INSTRUCTIONS FOR THE TASK →
When a line of the records below contains the string "Circle", copy that whole line.

DATA RECORDS →

*****

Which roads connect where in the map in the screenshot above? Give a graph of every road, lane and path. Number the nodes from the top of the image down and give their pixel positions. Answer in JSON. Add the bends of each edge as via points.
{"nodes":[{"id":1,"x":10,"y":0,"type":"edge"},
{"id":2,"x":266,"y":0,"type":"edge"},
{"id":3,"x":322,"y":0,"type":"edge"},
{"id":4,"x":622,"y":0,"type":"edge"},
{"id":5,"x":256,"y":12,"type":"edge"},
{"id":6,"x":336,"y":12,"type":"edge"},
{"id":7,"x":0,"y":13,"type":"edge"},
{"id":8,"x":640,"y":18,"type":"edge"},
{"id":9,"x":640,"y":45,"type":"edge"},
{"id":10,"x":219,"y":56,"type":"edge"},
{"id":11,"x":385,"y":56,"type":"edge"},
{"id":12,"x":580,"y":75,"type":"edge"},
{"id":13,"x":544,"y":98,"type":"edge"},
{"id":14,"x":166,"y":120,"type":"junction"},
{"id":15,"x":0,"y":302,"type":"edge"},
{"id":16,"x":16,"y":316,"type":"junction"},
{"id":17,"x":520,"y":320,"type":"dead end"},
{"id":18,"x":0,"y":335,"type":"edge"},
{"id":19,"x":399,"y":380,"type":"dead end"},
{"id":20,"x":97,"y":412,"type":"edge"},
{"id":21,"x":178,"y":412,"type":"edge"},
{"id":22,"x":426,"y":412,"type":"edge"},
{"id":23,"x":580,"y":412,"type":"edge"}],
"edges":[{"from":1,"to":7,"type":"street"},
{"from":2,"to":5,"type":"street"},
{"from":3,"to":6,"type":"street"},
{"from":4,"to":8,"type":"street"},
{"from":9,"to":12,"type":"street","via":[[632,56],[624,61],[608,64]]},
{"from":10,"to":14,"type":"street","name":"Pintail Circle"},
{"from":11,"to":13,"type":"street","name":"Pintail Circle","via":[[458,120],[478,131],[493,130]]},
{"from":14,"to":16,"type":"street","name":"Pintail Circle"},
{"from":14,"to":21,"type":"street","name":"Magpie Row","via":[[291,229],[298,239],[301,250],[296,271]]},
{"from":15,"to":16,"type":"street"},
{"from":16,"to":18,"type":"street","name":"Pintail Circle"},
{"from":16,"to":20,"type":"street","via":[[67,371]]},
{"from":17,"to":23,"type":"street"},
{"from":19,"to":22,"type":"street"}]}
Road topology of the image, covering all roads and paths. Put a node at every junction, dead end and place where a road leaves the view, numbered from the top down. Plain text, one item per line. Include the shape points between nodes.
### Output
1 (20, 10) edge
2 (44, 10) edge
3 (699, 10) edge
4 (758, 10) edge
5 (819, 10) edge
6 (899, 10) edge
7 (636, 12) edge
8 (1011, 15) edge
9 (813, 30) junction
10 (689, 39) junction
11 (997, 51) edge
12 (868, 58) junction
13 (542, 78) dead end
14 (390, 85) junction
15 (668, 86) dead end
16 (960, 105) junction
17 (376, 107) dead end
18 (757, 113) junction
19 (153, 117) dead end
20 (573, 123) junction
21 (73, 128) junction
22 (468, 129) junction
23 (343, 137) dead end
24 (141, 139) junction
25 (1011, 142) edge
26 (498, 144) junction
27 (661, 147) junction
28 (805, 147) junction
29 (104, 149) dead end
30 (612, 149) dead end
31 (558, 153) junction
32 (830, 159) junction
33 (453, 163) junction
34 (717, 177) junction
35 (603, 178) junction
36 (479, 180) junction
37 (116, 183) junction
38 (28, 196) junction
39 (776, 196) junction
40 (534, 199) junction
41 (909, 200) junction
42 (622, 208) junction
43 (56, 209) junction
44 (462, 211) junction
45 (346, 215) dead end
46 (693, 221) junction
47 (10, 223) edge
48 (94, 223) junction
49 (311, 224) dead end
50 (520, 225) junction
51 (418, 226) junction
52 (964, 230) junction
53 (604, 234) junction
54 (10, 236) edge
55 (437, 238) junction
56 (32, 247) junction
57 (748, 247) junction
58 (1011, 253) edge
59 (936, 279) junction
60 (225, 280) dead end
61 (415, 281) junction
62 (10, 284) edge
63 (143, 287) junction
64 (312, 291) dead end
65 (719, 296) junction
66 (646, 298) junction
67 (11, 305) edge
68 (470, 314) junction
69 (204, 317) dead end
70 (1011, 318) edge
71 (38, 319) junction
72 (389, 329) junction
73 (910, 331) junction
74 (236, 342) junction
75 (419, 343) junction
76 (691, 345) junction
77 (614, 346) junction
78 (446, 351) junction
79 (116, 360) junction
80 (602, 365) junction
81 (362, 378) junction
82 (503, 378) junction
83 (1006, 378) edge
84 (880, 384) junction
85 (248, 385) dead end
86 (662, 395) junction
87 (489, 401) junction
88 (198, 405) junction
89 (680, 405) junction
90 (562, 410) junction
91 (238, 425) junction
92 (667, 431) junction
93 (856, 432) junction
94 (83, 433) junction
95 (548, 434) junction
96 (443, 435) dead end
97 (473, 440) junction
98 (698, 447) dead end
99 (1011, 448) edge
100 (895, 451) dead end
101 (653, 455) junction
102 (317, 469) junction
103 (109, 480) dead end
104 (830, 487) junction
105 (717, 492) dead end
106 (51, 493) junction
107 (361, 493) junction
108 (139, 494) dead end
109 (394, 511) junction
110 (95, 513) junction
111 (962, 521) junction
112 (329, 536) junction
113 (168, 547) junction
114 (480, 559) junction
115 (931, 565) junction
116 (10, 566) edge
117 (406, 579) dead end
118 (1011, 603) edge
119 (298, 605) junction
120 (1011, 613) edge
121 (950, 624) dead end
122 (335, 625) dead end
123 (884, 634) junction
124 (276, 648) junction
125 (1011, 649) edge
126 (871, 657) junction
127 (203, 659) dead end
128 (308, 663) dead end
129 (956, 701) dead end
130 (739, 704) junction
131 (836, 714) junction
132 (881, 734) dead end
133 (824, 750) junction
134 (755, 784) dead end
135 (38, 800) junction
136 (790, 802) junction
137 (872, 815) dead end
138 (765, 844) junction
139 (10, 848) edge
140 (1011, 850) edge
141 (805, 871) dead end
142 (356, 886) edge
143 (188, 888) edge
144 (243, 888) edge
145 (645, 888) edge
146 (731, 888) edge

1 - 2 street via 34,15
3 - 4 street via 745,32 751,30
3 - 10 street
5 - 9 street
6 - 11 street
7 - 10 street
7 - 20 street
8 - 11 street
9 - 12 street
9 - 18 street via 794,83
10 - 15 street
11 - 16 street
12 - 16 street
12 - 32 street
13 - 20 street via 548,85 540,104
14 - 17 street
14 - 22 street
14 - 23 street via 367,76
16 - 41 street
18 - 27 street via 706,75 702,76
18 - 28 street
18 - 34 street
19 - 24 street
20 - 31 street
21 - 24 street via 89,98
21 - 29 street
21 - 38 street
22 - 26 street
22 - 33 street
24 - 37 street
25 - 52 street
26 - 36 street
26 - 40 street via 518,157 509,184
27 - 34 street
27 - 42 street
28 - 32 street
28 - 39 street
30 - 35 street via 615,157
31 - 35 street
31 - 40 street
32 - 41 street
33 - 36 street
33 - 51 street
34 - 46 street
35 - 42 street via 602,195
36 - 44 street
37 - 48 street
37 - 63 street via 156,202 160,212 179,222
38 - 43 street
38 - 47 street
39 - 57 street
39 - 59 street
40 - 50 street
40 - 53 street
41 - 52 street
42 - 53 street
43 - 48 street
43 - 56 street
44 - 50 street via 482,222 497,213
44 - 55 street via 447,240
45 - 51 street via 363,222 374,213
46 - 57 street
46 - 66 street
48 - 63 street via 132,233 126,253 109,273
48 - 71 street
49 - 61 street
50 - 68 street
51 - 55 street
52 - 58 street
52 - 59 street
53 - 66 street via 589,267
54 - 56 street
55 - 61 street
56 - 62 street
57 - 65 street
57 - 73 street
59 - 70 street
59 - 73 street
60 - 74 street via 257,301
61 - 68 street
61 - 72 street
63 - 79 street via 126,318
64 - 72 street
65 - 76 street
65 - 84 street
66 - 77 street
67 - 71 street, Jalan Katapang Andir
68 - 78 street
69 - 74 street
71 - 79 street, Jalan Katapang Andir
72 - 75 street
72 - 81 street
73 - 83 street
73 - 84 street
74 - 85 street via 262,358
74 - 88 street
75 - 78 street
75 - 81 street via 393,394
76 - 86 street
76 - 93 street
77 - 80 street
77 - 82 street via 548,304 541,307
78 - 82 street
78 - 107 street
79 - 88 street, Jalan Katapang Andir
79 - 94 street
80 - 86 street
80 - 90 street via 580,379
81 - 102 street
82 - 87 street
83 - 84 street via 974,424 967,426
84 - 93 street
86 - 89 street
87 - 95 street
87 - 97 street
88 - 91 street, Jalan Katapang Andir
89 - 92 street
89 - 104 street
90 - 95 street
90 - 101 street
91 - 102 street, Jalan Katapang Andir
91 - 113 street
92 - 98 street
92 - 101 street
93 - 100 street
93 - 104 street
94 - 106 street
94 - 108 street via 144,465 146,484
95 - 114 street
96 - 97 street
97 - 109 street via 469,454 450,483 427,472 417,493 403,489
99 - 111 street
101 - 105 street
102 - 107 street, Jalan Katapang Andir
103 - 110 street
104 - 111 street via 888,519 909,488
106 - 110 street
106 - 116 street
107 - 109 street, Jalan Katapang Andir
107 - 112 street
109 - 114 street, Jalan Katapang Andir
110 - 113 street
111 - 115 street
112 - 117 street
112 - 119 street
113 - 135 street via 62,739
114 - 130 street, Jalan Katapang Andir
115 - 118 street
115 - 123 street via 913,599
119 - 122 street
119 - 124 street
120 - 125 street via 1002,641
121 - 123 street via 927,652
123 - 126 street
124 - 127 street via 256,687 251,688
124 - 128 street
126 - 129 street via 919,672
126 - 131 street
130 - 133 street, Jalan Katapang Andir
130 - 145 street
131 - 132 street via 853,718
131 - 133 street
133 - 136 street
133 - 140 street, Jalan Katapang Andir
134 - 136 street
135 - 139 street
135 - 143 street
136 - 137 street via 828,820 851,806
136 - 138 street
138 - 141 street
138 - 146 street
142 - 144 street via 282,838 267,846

*****

SOLVED PROBLEM →
{"from":10,"to":14,"type":"street","name":"Pintail Circle"},
{"from":11,"to":13,"type":"street","name":"Pintail Circle","via":[[458,120],[478,131],[493,130]]},
{"from":14,"to":16,"type":"street","name":"Pintail Circle"},
{"from":16,"to":18,"type":"street","name":"Pintail Circle"},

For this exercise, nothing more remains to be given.